For reasons that defy sane analysis, I was reminded of the Harlem Shake meme last week when Edward DeMarco, the acting director of the Federal Housing Finance Agency (FHFA), took to the stage for a speech delivered at the National Association for Business Economics' 29th Annual Economic Policy Conference. No, DeMarco did not don a helmet for a session of rhythmic pelvic thrusts to Baauer's electric beat. But as with the solo dancer in the online videos, DeMarco was dancing to his own tune while the Washington crowd went about not paying much attention to what he was saying.
And what he had to say was fairly significant, because DeMarco was single-handedly reinventing the federal housing finance system by creating a brand new entity that may inherit the realm of the government-sponsored enterprises while, in his mind, ‘building a new secondary mortgage market infrastructure.’
‘Our objective, as we stated last year, is for the platform to be able to function like a market utility, as opposed to rebuilding the proprietary infrastructures of Fannie Mae and Freddie Mac,’ DeMarco said. ‘To make this clear, I expect that the new venture will be headed by a CEO and chairman of the board that are independent from Fannie Mae and Freddie Mac. It will also be physically located separate from Fannie Mae and Freddie Mac.’

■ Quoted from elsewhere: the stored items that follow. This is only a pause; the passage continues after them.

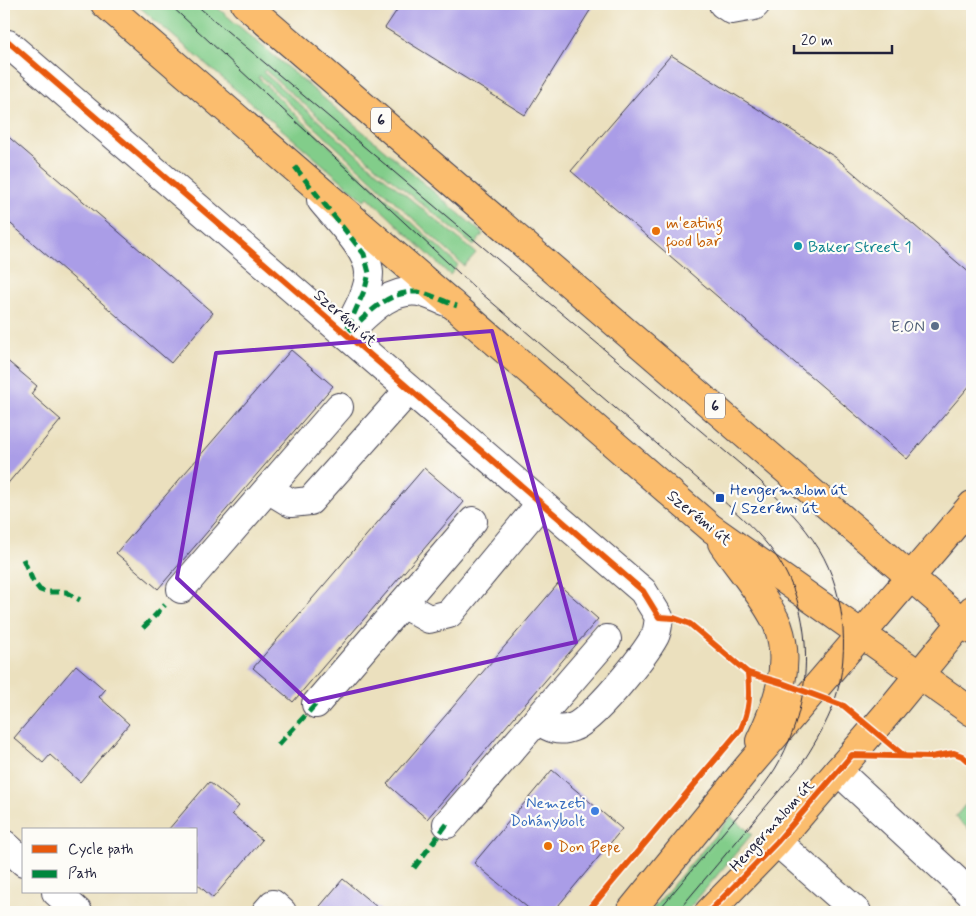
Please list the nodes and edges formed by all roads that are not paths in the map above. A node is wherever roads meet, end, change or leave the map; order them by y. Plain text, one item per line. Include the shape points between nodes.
1 (105, 4) edge
2 (246, 4) edge
3 (723, 4) edge
4 (756, 4) edge
5 (8, 44) dead end
6 (295, 167) junction
7 (457, 306) junction
8 (345, 334) junction
9 (410, 390) junction
10 (339, 407) dead end
11 (268, 489) junction
12 (541, 503) junction
13 (972, 505) edge
14 (473, 521) dead end
15 (711, 528) junction
16 (911, 577) junction
17 (181, 589) dead end
18 (402, 604) junction
19 (969, 620) edge
20 (861, 635) junction
21 (607, 639) dead end
22 (919, 674) junction
23 (316, 704) dead end
24 (972, 712) edge
25 (537, 720) junction
26 (748, 767) junction
27 (838, 771) junction
28 (447, 824) dead end
29 (777, 842) junction
30 (4, 844) edge
31 (22, 860) edge
32 (58, 894) edge
33 (972, 895) edge
34 (78, 912) edge
35 (266, 912) edge
36 (282, 912) edge
37 (630, 912) edge
38 (709, 912) edge
39 (857, 912) edge

1 - 6 main road, Szerémi út
2 - 16 main road, 6
3 - 4 street via 732,10
5 - 8 street, Szerémi út
6 - 7 main road, Szerémi út
6 - 8 street via 364,254 369,273
7 - 8 street via 418,292 397,294 379,304
7 - 15 main road, Szerémi út
8 - 9 street, Szerémi út
9 - 11 street via 310,500 291,503
9 - 12 street, Szerémi út
10 - 11 street
11 - 17 street
12 - 18 street via 448,614 429,619
12 - 25 street, Szerémi út via 643,591 659,617 656,633 648,648 592,714 574,727 555,731
13 - 16 main road
14 - 18 street
15 - 20 main road, Szerémi út
15 - 26 main road via 771,613 778,627 782,649 782,682 772,716
16 - 19 main road, 6
16 - 20 main road
18 - 23 street
19 - 22 main road, Hengermalom út
20 - 22 main road, Szerémi út
20 - 26 main road
21 - 25 street
22 - 24 main road, Szerémi út
22 - 27 main road, Hengermalom út
25 - 28 street
26 - 37 main road
27 - 29 main road, Hengermalom út
27 - 33 street
29 - 38 main road, Hengermalom út
29 - 39 street
30 - 31 street
32 - 34 street
35 - 36 street via 273,904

I am sure that DeMarco also has opinions on the wallpaper design for the new entity's office, but he didn't get that far. In fact, he kept a lot of details out of his speech – most notably, how much it will cost. However, he was certain who was paying for it, noting that it would be ‘initially owned and funded by Fannie Mae and Freddie Mac.’

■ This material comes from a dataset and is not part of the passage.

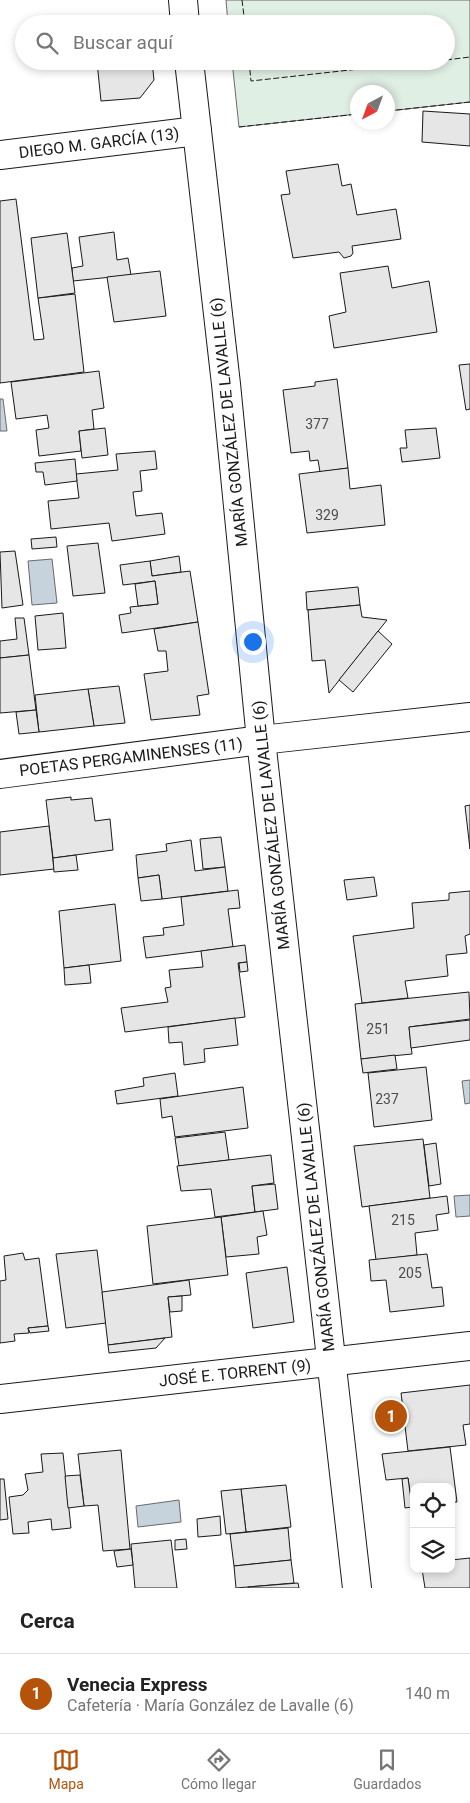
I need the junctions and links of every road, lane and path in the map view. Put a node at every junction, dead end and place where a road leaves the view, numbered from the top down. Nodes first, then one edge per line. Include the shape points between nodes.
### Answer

Fannie Mae and Freddie Mac, of course, are owned and funded by the American taxpayers, and these rickety operations have absorbed more than $190 billion since they were placed into conservatorship in 2008. DeMarco did not mention what will become of them, although it should be noted that the FHFA hired PricewaterhouseCoopers LLP last year to create contingency plans for taking the government-sponsored enterprises into receivership.
DeMarco is the only leader in the federal power sphere who is actually talking about the future of the housing finance system. On Capitol Hill, Rep. Jeb Hensarling, R-Texas, is using his chairmanship of the House Financial Services Committee to run a public inventory of the faults of the Obama administration and the Federal Reserve, albeit without offering constructive ideas on how to fix their shortcomings. The Federal Reserve leadership is too busy printing money to pay much heed to this, while the president would rather read sour partisan jokes off his TelePrompter at campaign-style rallies than sit down and engineer a coherent solution for the housing finance system crisis.
Thus, DeMarco is Washington's answer to the solo dancer in the Harlem Shake videos. Whether the rest of the crowd joins him for his dance remains to be seen. Though not unlike the belated swinging in the second half of those zany online videos, it would be fun to see something resembling frenetic movement on this long-stagnant subject.